## Directions for this task
Among the lines of this listing, count those that include "graph" and state the count by itself.

*** Material for this exercise ***

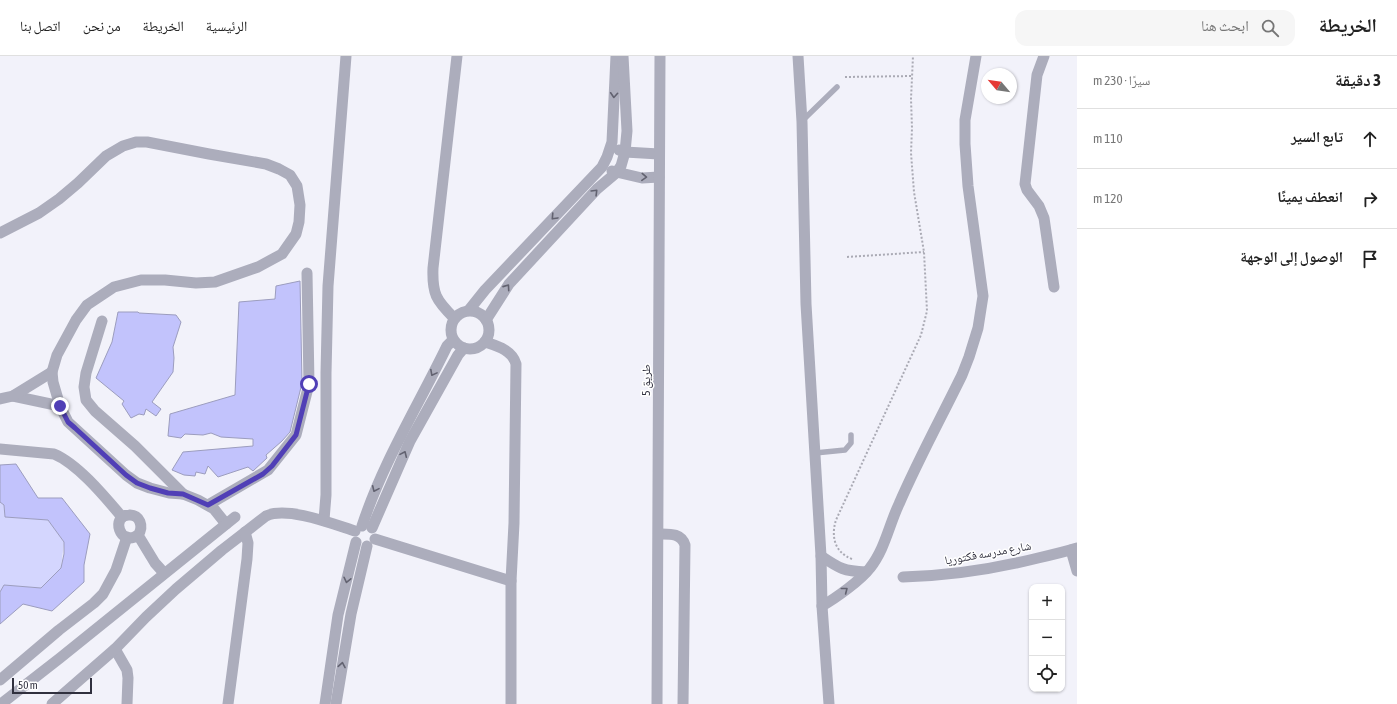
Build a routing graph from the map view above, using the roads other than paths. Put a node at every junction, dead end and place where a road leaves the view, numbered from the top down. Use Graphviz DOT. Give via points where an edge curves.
graph roads {
  1 [pos="346,56"];
  2 [pos="457,56"];
  3 [pos="616,56"];
  4 [pos="623,56"];
  5 [pos="660,56"];
  6 [pos="798,56"];
  7 [pos="976,56"];
  8 [pos="1044,56"];
  9 [pos="837,87"];
  10 [pos="802,122"];
  11 [pos="611,147"];
  12 [pos="625,152"];
  13 [pos="659,154"];
  14 [pos="602,167"];
  15 [pos="616,173"];
  16 [pos="659,177"];
  17 [pos="0,233"];
  18 [pos="307,273"];
  19 [pos="1054,287"];
  20 [pos="469,310"];
  21 [pos="454,318"];
  22 [pos="486,320"];
  23 [pos="102,321"];
  24 [pos="453,340"];
  25 [pos="485,342"];
  26 [pos="464,348"];
  27 [pos="52,372"];
  28 [pos="13,396"];
  29 [pos="0,398"];
  30 [pos="60,406"];
  31 [pos="851,435"];
  32 [pos="0,449"];
  33 [pos="815,453"];
  34 [pos="183,494"];
  35 [pos="208,505"];
  36 [pos="122,517"];
  37 [pos="234,517"];
  38 [pos="324,520"];
  39 [pos="226,524"];
  40 [pos="245,532"];
  41 [pos="366,534"];
  42 [pos="659,534"];
  43 [pos="132,536"];
  44 [pos="1074,549"];
  45 [pos="822,556"];
  46 [pos="869,569"];
  47 [pos="1077,571"];
  48 [pos="164,573"];
  49 [pos="903,577"];
  50 [pos="511,581"];
  51 [pos="822,606"];
  52 [pos="115,649"];
  53 [pos="0,680"];
  54 [pos="333,696"];
  55 [pos="1,704"];
  56 [pos="52,704"];
  57 [pos="127,704"];
  58 [pos="228,704"];
  59 [pos="325,704"];
  60 [pos="511,704"];
  61 [pos="657,704"];
  62 [pos="683,704"];
  63 [pos="829,704"];
  1 -- 38 [label="street" via="328,286"];
  2 -- 21 [label="street" via="432,268 433,289 441,305"];
  3 -- 11 [label="street, one-way"];
  4 -- 12 [label="street" via="627,122"];
  5 -- 13 [label="street, طريق 5"];
  6 -- 10 [label="street"];
  7 -- 46 [label="street" via="965,120 965,144 983,296 981,313 962,375 898,506 878,557"];
  8 -- 19 [label="street" via="1037,74 1025,184 1044,218"];
  9 -- 10 [label="lane"];
  10 -- 33 [label="street" via="806,304"];
  11 -- 12 [label="street"];
  11 -- 14 [label="street"];
  12 -- 13 [label="street"];
  12 -- 15 [label="street"];
  13 -- 16 [label="street, طريق 5"];
  14 -- 15 [label="street"];
  14 -- 20 [label="street, one-way"];
  15 -- 16 [label="street, one-way" via="642,178"];
  22 -- 15 [label="street, one-way" via="509,284 597,189"];
  16 -- 42 [label="street, طريق 5"];
  17 -- 27 [label="street" via="39,213 78,183 106,156 136,142 266,164 290,175 297,186 299,222 296,234 282,254 258,268 216,282 141,280 114,287 87,306 76,320 57,355"];
  18 -- 35 [label="street" via="309,384 296,435 268,470"];
  20 -- 21 [label="street"];
  20 -- 22 [label="street" via="479,313"];
  21 -- 24 [label="street" via="450,329"];
  22 -- 25 [label="street" via="489,327"];
  23 -- 34 [label="street" via="86,373 86,400"];
  24 -- 26 [label="street"];
  24 -- 41 [label="street, one-way" via="447,346 398,438 369,503"];
  25 -- 26 [label="street" via="472,349"];
  25 -- 50 [label="street" via="506,350 516,364"];
  41 -- 26 [label="street, one-way" via="410,442"];
  27 -- 28 [label="street"];
  27 -- 30 [label="street"];
  28 -- 29 [label="street"];
  28 -- 30 [label="street"];
  30 -- 34 [label="street" via="68,422 137,483 168,493"];
  31 -- 33 [label="lane" via="851,443 845,450"];
  32 -- 36 [label="street" via="59,456 80,472"];
  33 -- 45 [label="street"];
  34 -- 35 [label="street"];
  35 -- 39 [label="street"];
  36 -- 43 [label="street" via="119,530 123,535"];
  36 -- 43 [label="street" via="131,515 138,518 141,528"];
  37 -- 39 [label="street"];
  38 -- 40 [label="street" via="272,513"];
  38 -- 41 [label="street"];
  39 -- 48 [label="street"];
  40 -- 52 [label="street" via="176,589"];
  40 -- 58 [label="street" via="248,543 247,559"];
  41 -- 50 [label="street"];
  54 -- 41 [label="street, one-way"];
  41 -- 54 [label="street, one-way" via="354,534 356,542 338,615"];
  42 -- 61 [label="street, طريق 5"];
  42 -- 62 [label="street" via="676,535 685,545"];
  43 -- 48 [label="street"];
  43 -- 53 [label="street" via="103,594"];
  44 -- 47 [label="street"];
  44 -- 49 [label="street, شارع مدرسه فكتوريا" via="985,569"];
  45 -- 46 [label="street" via="836,566 852,572"];
  45 -- 51 [label="street"];
  51 -- 46 [label="street, one-way" via="836,598"];
  48 -- 55 [label="street"];
  50 -- 60 [label="street"];
  51 -- 63 [label="street"];
  52 -- 56 [label="street"];
  52 -- 57 [label="street" via="127,670"];
  54 -- 59 [label="street"];
}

*** End of Material for this exercise ***

## Answer space
2